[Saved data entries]
----

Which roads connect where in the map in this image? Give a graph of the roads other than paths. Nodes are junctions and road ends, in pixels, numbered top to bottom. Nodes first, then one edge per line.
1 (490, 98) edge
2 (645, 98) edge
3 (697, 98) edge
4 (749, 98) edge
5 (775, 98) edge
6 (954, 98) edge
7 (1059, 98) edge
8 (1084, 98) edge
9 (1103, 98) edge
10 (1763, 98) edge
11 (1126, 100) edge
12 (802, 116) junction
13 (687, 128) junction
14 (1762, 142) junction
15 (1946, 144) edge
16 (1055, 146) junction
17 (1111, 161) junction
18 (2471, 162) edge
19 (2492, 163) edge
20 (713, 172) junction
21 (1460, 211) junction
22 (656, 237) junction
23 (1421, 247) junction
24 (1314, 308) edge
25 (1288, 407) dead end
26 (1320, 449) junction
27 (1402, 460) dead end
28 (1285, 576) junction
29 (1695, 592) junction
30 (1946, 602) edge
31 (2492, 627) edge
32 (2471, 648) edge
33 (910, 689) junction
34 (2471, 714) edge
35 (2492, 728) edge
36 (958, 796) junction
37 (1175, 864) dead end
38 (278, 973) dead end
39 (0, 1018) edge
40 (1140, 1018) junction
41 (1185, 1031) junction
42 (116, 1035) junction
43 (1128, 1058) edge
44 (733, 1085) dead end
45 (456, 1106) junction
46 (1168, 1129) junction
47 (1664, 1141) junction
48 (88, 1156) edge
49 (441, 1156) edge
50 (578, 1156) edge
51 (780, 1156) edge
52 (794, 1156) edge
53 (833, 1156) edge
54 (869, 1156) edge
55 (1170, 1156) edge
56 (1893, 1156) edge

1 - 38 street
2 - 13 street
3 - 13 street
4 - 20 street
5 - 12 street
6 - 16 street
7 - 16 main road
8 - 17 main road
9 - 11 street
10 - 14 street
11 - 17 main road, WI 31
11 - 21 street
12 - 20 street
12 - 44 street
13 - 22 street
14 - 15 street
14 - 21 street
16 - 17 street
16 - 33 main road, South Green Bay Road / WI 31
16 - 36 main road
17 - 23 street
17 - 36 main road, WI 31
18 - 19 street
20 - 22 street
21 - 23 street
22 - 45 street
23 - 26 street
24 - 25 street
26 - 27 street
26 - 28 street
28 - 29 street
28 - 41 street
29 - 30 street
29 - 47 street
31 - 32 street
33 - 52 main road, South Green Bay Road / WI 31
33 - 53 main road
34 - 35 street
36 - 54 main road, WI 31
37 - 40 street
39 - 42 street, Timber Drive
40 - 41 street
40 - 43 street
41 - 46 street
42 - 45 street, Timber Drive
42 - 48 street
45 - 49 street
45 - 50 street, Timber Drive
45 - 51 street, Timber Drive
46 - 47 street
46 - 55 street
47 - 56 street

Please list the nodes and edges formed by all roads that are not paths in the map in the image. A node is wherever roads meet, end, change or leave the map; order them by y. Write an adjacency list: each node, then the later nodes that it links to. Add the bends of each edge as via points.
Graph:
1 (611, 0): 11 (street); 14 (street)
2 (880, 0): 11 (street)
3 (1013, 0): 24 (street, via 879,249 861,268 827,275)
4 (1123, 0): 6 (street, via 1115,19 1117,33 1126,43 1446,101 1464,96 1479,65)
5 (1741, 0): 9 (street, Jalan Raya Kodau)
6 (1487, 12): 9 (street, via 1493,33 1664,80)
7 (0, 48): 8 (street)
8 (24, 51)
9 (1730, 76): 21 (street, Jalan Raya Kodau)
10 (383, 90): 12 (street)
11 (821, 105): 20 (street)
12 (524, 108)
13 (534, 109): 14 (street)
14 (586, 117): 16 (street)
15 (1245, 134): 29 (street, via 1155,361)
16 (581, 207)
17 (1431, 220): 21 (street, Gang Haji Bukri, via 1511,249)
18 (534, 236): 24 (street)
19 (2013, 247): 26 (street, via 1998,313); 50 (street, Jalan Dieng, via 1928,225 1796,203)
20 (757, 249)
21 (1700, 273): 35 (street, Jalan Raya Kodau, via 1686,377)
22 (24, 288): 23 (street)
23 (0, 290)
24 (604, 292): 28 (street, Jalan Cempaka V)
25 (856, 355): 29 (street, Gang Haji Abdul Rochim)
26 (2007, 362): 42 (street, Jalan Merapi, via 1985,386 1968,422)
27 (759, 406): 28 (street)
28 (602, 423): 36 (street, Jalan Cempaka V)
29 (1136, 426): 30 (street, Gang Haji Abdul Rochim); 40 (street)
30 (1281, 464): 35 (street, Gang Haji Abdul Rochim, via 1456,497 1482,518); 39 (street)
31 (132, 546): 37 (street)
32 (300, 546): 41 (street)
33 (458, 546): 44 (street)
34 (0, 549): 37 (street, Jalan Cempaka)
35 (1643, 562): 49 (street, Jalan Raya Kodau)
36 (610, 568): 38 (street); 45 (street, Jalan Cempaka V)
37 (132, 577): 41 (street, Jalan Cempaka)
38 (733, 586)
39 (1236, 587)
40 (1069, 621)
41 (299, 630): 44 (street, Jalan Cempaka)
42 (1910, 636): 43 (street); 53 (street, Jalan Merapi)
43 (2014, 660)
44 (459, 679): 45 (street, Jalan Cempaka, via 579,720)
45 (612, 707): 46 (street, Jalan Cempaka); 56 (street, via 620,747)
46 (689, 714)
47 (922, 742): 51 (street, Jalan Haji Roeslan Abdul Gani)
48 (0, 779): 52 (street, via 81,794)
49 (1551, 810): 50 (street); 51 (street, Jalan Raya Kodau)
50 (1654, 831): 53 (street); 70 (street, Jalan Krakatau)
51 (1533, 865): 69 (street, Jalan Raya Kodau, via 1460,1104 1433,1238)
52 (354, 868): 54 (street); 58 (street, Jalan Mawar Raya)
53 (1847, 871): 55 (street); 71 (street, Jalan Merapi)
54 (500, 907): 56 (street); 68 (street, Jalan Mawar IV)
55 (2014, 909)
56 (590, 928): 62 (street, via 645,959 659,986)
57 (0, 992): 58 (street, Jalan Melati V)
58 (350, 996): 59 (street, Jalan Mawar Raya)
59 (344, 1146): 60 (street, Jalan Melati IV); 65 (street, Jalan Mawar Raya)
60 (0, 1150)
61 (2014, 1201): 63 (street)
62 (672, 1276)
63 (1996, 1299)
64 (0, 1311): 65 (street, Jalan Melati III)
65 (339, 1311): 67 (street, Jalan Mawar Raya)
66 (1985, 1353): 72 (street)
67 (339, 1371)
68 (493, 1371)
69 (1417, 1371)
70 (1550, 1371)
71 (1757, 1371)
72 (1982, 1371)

----

* _About this exercise_
Copy out the records shown above, every one, exactly.

* _Task solution_
Which roads connect where in the map in this image? Give a graph of the roads other than paths. Nodes are junctions and road ends, in pixels, numbered top to bottom. Nodes first, then one edge per line.
1 (490, 98) edge
2 (645, 98) edge
3 (697, 98) edge
4 (749, 98) edge
5 (775, 98) edge
6 (954, 98) edge
7 (1059, 98) edge
8 (1084, 98) edge
9 (1103, 98) edge
10 (1763, 98) edge
11 (1126, 100) edge
12 (802, 116) junction
13 (687, 128) junction
14 (1762, 142) junction
15 (1946, 144) edge
16 (1055, 146) junction
17 (1111, 161) junction
18 (2471, 162) edge
19 (2492, 163) edge
20 (713, 172) junction
21 (1460, 211) junction
22 (656, 237) junction
23 (1421, 247) junction
24 (1314, 308) edge
25 (1288, 407) dead end
26 (1320, 449) junction
27 (1402, 460) dead end
28 (1285, 576) junction
29 (1695, 592) junction
30 (1946, 602) edge
31 (2492, 627) edge
32 (2471, 648) edge
33 (910, 689) junction
34 (2471, 714) edge
35 (2492, 728) edge
36 (958, 796) junction
37 (1175, 864) dead end
38 (278, 973) dead end
39 (0, 1018) edge
40 (1140, 1018) junction
41 (1185, 1031) junction
42 (116, 1035) junction
43 (1128, 1058) edge
44 (733, 1085) dead end
45 (456, 1106) junction
46 (1168, 1129) junction
47 (1664, 1141) junction
48 (88, 1156) edge
49 (441, 1156) edge
50 (578, 1156) edge
51 (780, 1156) edge
52 (794, 1156) edge
53 (833, 1156) edge
54 (869, 1156) edge
55 (1170, 1156) edge
56 (1893, 1156) edge

1 - 38 street
2 - 13 street
3 - 13 street
4 - 20 street
5 - 12 street
6 - 16 street
7 - 16 main road
8 - 17 main road
9 - 11 street
10 - 14 street
11 - 17 main road, WI 31
11 - 21 street
12 - 20 street
12 - 44 street
13 - 22 street
14 - 15 street
14 - 21 street
16 - 17 street
16 - 33 main road, South Green Bay Road / WI 31
16 - 36 main road
17 - 23 street
17 - 36 main road, WI 31
18 - 19 street
20 - 22 street
21 - 23 street
22 - 45 street
23 - 26 street
24 - 25 street
26 - 27 street
26 - 28 street
28 - 29 street
28 - 41 street
29 - 30 street
29 - 47 street
31 - 32 street
33 - 52 main road, South Green Bay Road / WI 31
33 - 53 main road
34 - 35 street
36 - 54 main road, WI 31
37 - 40 street
39 - 42 street, Timber Drive
40 - 41 street
40 - 43 street
41 - 46 street
42 - 45 street, Timber Drive
42 - 48 street
45 - 49 street
45 - 50 street, Timber Drive
45 - 51 street, Timber Drive
46 - 47 street
46 - 55 street
47 - 56 street

Please list the nodes and edges formed by all roads that are not paths in the map in the image. A node is wherever roads meet, end, change or leave the map; order them by y. Write an adjacency list: each node, then the later nodes that it links to. Add the bends of each edge as via points.
Graph:
1 (611, 0): 11 (street); 14 (street)
2 (880, 0): 11 (street)
3 (1013, 0): 24 (street, via 879,249 861,268 827,275)
4 (1123, 0): 6 (street, via 1115,19 1117,33 1126,43 1446,101 1464,96 1479,65)
5 (1741, 0): 9 (street, Jalan Raya Kodau)
6 (1487, 12): 9 (street, via 1493,33 1664,80)
7 (0, 48): 8 (street)
8 (24, 51)
9 (1730, 76): 21 (street, Jalan Raya Kodau)
10 (383, 90): 12 (street)
11 (821, 105): 20 (street)
12 (524, 108)
13 (534, 109): 14 (street)
14 (586, 117): 16 (street)
15 (1245, 134): 29 (street, via 1155,361)
16 (581, 207)
17 (1431, 220): 21 (street, Gang Haji Bukri, via 1511,249)
18 (534, 236): 24 (street)
19 (2013, 247): 26 (street, via 1998,313); 50 (street, Jalan Dieng, via 1928,225 1796,203)
20 (757, 249)
21 (1700, 273): 35 (street, Jalan Raya Kodau, via 1686,377)
22 (24, 288): 23 (street)
23 (0, 290)
24 (604, 292): 28 (street, Jalan Cempaka V)
25 (856, 355): 29 (street, Gang Haji Abdul Rochim)
26 (2007, 362): 42 (street, Jalan Merapi, via 1985,386 1968,422)
27 (759, 406): 28 (street)
28 (602, 423): 36 (street, Jalan Cempaka V)
29 (1136, 426): 30 (street, Gang Haji Abdul Rochim); 40 (street)
30 (1281, 464): 35 (street, Gang Haji Abdul Rochim, via 1456,497 1482,518); 39 (street)
31 (132, 546): 37 (street)
32 (300, 546): 41 (street)
33 (458, 546): 44 (street)
34 (0, 549): 37 (street, Jalan Cempaka)
35 (1643, 562): 49 (street, Jalan Raya Kodau)
36 (610, 568): 38 (street); 45 (street, Jalan Cempaka V)
37 (132, 577): 41 (street, Jalan Cempaka)
38 (733, 586)
39 (1236, 587)
40 (1069, 621)
41 (299, 630): 44 (street, Jalan Cempaka)
42 (1910, 636): 43 (street); 53 (street, Jalan Merapi)
43 (2014, 660)
44 (459, 679): 45 (street, Jalan Cempaka, via 579,720)
45 (612, 707): 46 (street, Jalan Cempaka); 56 (street, via 620,747)
46 (689, 714)
47 (922, 742): 51 (street, Jalan Haji Roeslan Abdul Gani)
48 (0, 779): 52 (street, via 81,794)
49 (1551, 810): 50 (street); 51 (street, Jalan Raya Kodau)
50 (1654, 831): 53 (street); 70 (street, Jalan Krakatau)
51 (1533, 865): 69 (street, Jalan Raya Kodau, via 1460,1104 1433,1238)
52 (354, 868): 54 (street); 58 (street, Jalan Mawar Raya)
53 (1847, 871): 55 (street); 71 (street, Jalan Merapi)
54 (500, 907): 56 (street); 68 (street, Jalan Mawar IV)
55 (2014, 909)
56 (590, 928): 62 (street, via 645,959 659,986)
57 (0, 992): 58 (street, Jalan Melati V)
58 (350, 996): 59 (street, Jalan Mawar Raya)
59 (344, 1146): 60 (street, Jalan Melati IV); 65 (street, Jalan Mawar Raya)
60 (0, 1150)
61 (2014, 1201): 63 (street)
62 (672, 1276)
63 (1996, 1299)
64 (0, 1311): 65 (street, Jalan Melati III)
65 (339, 1311): 67 (street, Jalan Mawar Raya)
66 (1985, 1353): 72 (street)
67 (339, 1371)
68 (493, 1371)
69 (1417, 1371)
70 (1550, 1371)
71 (1757, 1371)
72 (1982, 1371)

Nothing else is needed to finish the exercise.